Exercise aim |
Look through the records below and copy each line that includes the word "LUDWIG".

(Information supplied Opens)

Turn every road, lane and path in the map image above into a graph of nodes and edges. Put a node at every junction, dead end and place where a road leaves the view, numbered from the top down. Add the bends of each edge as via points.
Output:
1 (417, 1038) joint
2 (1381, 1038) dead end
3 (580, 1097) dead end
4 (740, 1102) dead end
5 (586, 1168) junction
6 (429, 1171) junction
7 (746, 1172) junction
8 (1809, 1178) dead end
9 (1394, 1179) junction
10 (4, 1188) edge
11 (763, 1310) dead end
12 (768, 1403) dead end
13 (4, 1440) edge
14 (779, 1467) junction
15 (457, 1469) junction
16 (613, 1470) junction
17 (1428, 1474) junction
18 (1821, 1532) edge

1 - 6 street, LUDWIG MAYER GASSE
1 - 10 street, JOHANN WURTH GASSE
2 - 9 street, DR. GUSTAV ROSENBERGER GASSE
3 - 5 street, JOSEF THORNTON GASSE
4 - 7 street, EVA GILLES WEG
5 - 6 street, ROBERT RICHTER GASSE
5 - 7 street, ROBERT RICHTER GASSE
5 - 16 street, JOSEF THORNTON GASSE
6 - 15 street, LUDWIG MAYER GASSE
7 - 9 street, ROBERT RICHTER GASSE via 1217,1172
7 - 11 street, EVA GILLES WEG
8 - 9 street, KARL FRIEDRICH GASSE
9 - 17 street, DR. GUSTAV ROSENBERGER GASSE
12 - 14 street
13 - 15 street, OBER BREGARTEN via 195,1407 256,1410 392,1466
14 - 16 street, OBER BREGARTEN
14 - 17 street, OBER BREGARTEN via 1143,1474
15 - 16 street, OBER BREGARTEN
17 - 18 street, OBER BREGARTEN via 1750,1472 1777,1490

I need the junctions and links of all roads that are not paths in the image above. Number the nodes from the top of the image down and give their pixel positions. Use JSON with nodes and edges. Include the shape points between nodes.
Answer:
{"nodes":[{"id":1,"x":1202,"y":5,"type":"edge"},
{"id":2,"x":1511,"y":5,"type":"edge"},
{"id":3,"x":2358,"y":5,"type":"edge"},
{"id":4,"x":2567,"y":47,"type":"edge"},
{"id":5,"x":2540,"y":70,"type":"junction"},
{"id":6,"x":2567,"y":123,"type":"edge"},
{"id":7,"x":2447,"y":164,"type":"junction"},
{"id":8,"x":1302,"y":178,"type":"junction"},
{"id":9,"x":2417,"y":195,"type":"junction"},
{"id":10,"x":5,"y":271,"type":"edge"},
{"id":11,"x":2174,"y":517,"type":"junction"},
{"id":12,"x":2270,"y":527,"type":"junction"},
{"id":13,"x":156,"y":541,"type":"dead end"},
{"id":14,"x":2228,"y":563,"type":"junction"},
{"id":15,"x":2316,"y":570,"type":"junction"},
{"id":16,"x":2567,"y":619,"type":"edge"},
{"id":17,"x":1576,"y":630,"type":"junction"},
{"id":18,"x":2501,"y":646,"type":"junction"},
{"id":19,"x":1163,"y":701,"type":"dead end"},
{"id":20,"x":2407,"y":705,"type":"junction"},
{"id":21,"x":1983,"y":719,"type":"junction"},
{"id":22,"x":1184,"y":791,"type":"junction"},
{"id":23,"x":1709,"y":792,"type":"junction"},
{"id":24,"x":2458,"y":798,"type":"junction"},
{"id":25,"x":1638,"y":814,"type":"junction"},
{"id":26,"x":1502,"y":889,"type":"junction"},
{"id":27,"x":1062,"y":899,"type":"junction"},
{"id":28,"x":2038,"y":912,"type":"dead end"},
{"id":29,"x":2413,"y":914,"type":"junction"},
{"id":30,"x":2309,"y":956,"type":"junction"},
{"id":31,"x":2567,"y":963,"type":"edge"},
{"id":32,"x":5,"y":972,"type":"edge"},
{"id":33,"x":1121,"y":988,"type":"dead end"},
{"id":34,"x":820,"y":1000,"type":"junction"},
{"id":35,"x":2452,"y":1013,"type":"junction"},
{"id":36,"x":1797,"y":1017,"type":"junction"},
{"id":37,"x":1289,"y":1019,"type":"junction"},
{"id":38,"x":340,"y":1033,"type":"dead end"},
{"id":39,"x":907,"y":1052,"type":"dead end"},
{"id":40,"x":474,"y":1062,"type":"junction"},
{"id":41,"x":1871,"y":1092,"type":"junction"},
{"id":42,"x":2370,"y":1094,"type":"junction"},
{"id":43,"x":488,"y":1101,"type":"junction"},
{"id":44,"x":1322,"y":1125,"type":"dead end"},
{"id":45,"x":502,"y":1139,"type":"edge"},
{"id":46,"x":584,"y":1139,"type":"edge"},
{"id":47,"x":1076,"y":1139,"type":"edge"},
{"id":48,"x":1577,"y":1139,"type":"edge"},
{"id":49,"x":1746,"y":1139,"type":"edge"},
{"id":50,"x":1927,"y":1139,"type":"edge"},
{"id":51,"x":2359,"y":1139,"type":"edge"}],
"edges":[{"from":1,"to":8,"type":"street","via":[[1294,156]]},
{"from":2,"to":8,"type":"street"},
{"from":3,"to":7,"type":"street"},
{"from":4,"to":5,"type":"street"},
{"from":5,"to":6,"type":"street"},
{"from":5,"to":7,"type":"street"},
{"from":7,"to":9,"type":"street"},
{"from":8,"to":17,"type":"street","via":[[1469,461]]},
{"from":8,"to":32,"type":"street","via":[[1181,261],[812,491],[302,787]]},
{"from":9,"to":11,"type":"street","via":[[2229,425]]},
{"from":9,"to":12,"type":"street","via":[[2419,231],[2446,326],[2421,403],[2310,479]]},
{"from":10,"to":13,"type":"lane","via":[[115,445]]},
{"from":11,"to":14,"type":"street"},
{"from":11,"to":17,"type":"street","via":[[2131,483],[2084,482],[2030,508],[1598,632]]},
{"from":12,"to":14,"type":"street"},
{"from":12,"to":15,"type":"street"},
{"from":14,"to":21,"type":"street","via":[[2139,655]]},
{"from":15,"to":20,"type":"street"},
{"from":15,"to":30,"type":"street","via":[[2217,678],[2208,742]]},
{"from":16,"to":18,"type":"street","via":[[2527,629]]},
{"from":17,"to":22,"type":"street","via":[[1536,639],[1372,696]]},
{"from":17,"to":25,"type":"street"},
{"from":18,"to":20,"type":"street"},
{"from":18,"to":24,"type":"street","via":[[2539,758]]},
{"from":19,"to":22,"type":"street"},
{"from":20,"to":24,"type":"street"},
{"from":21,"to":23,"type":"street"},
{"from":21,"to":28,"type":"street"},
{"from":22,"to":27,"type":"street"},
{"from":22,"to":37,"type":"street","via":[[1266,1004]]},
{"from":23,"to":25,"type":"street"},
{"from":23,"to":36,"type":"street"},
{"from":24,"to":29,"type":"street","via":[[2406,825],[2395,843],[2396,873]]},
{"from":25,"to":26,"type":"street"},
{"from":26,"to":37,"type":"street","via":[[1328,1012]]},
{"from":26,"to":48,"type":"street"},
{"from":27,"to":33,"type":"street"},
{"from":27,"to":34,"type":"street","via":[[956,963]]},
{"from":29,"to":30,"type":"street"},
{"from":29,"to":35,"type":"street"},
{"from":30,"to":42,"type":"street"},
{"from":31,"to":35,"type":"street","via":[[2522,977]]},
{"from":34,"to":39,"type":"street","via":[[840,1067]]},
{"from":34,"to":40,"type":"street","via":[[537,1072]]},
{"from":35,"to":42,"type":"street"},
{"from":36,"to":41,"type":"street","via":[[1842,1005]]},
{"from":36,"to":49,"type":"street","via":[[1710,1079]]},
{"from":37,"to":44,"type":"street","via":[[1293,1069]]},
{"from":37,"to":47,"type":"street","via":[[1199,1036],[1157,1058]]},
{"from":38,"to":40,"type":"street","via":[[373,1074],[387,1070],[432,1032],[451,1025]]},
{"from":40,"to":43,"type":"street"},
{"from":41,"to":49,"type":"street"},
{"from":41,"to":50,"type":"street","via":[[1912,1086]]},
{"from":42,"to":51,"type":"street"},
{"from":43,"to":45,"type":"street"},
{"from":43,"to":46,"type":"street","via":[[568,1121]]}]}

(Information supplied Closes)

Your solution |
1 - 6 street, LUDWIG MAYER GASSE
6 - 15 street, LUDWIG MAYER GASSE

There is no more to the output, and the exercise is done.